Objektive mit einer Brennweite grösser der des Normalobjektivs heissen Teleobjektiv. 
Beispiel:
Ein f=8mm Objektiv ist auf einem 1/3″ Sensor ein (“leichtes”)Teleobjektiv, auf einem 1″ Sensor jedoch ein (“starkes”) Weitwinkelobjektiv.

Numerische Apertur

Die Numerische Apertur ist ein Maß für die Auflösung eines Objektivs.

Bei gegebenem Arbeitsabstand hat bei beugungsbegrenzten Objektiven wie etwa telezentrischen Objektiven das Objektiv mit der größeren numerischen Apertur die bessere Auflösung.

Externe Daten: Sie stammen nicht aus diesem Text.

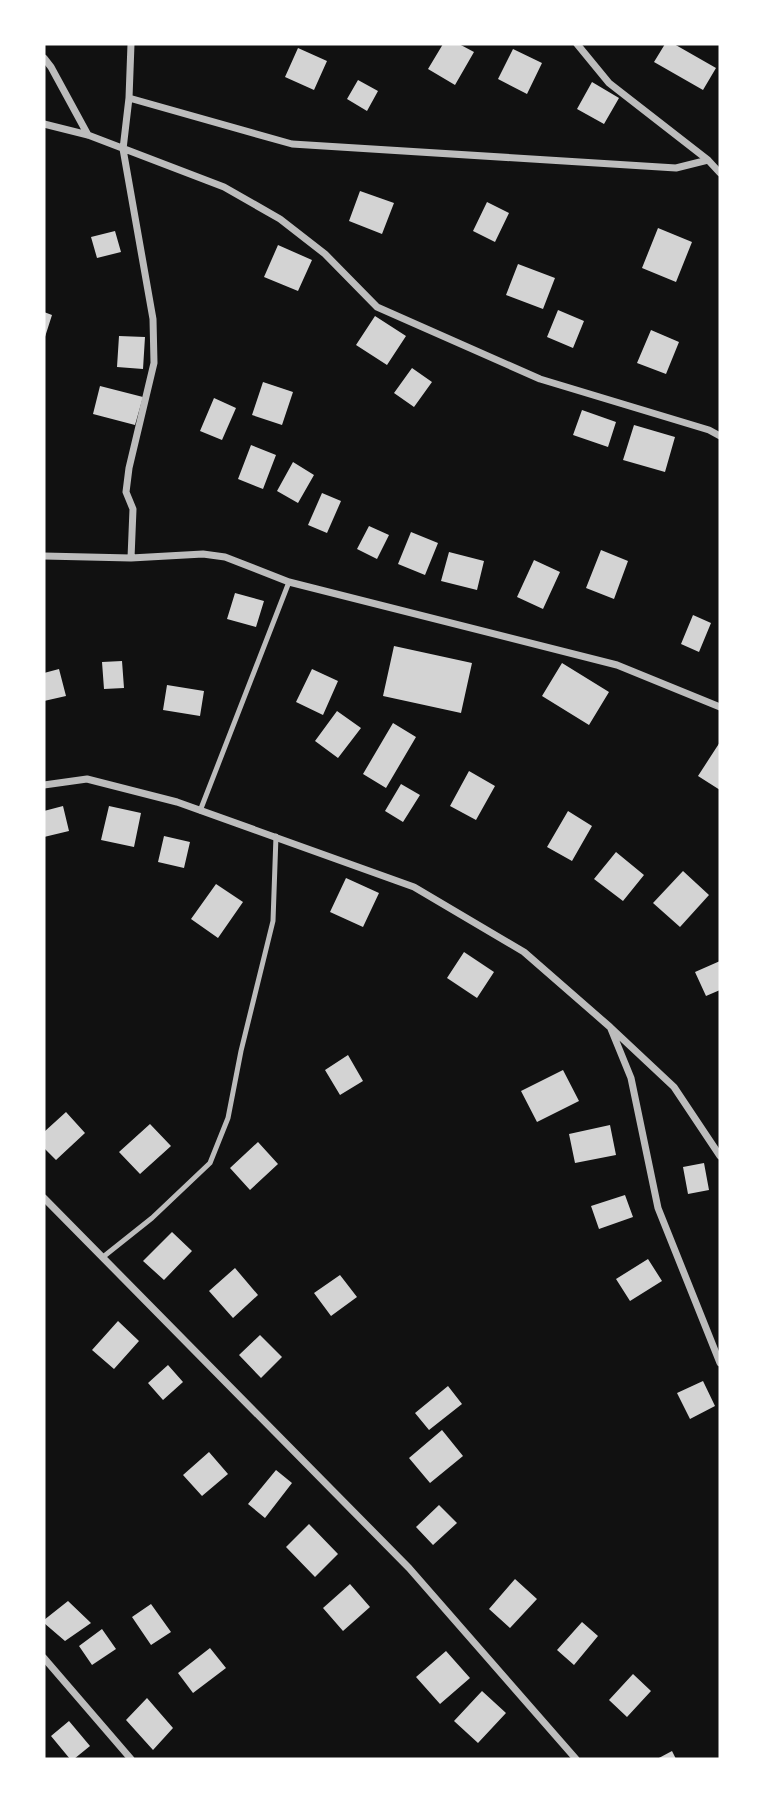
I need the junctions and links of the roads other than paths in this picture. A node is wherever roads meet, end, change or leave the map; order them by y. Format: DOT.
graph roads {
  1 [pos="131,44"];
  2 [pos="577,44"];
  3 [pos="44,58"];
  4 [pos="129,98"];
  5 [pos="44,124"];
  6 [pos="88,135"];
  7 [pos="123,149"];
  8 [pos="708,160"];
  9 [pos="720,173"];
  10 [pos="720,436"];
  11 [pos="44,556"];
  12 [pos="131,558"];
  13 [pos="289,582"];
  14 [pos="720,707"];
  15 [pos="44,785"];
  16 [pos="200,811"];
  17 [pos="276,836"];
  18 [pos="610,1027"];
  19 [pos="720,1156"];
  20 [pos="44,1198"];
  21 [pos="103,1257"];
  22 [pos="720,1363"];
  23 [pos="44,1658"];
  24 [pos="131,1759"];
  25 [pos="576,1759"];
  1 -- 4 [label="street"];
  2 -- 8 [label="street"];
  3 -- 6 [label="street"];
  4 -- 7 [label="street"];
  4 -- 8 [label="street"];
  5 -- 6 [label="street"];
  6 -- 7 [label="street"];
  7 -- 10 [label="street"];
  7 -- 12 [label="street"];
  8 -- 9 [label="street"];
  11 -- 12 [label="street"];
  12 -- 13 [label="street"];
  13 -- 14 [label="street"];
  13 -- 16 [label="lane"];
  15 -- 16 [label="street"];
  16 -- 17 [label="street"];
  17 -- 18 [label="street"];
  17 -- 21 [label="lane"];
  18 -- 19 [label="street"];
  18 -- 22 [label="street"];
  20 -- 21 [label="street"];
  21 -- 25 [label="street"];
  23 -- 24 [label="street"];
}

Die Numerische Apertur wird berechnet als Sinus des halben Aperturwinkels, multipliziert mit dem Brechungsindex des Mediums.

Nach dem Snelliusschen Brechungsgesetz bleibt die numerische Apertur eine Linse konstant über verschiedene Medien hinweg :

NA = n_1 \sin(\theta_1) = n_2 \sin(\theta_2) =...

NA = n \sin(\theta) = n \sin(atan(\frac {Eintrittspupillendurchmesser}{2 Brennweite}))

Aus der NA , kann man aus der obigen Gleichung die Blendenzahl unter Vereinfachung n :=1 und weil (nur) für kleine Winkel sin(x):= tan(x) gilt:

F\# = \frac{1}{2 NA}

Sind Vergrößerung m und Pupillenvergrößerung P bekannt, so können wir die effektive Blendenzahl ausrechnen mit :

WorkingF\# = \frac{1}{2 NA_{image}} = (1- \frac{magnification}{P}) F\#

und auch

\frac{1}{2 NA_{object}} = (\frac{magnification - P}{magnification P}) F\#

Geht die Objektentfernung gegen unendlich nähert sich die effektive Blendenzahl der Blendenzahl F#.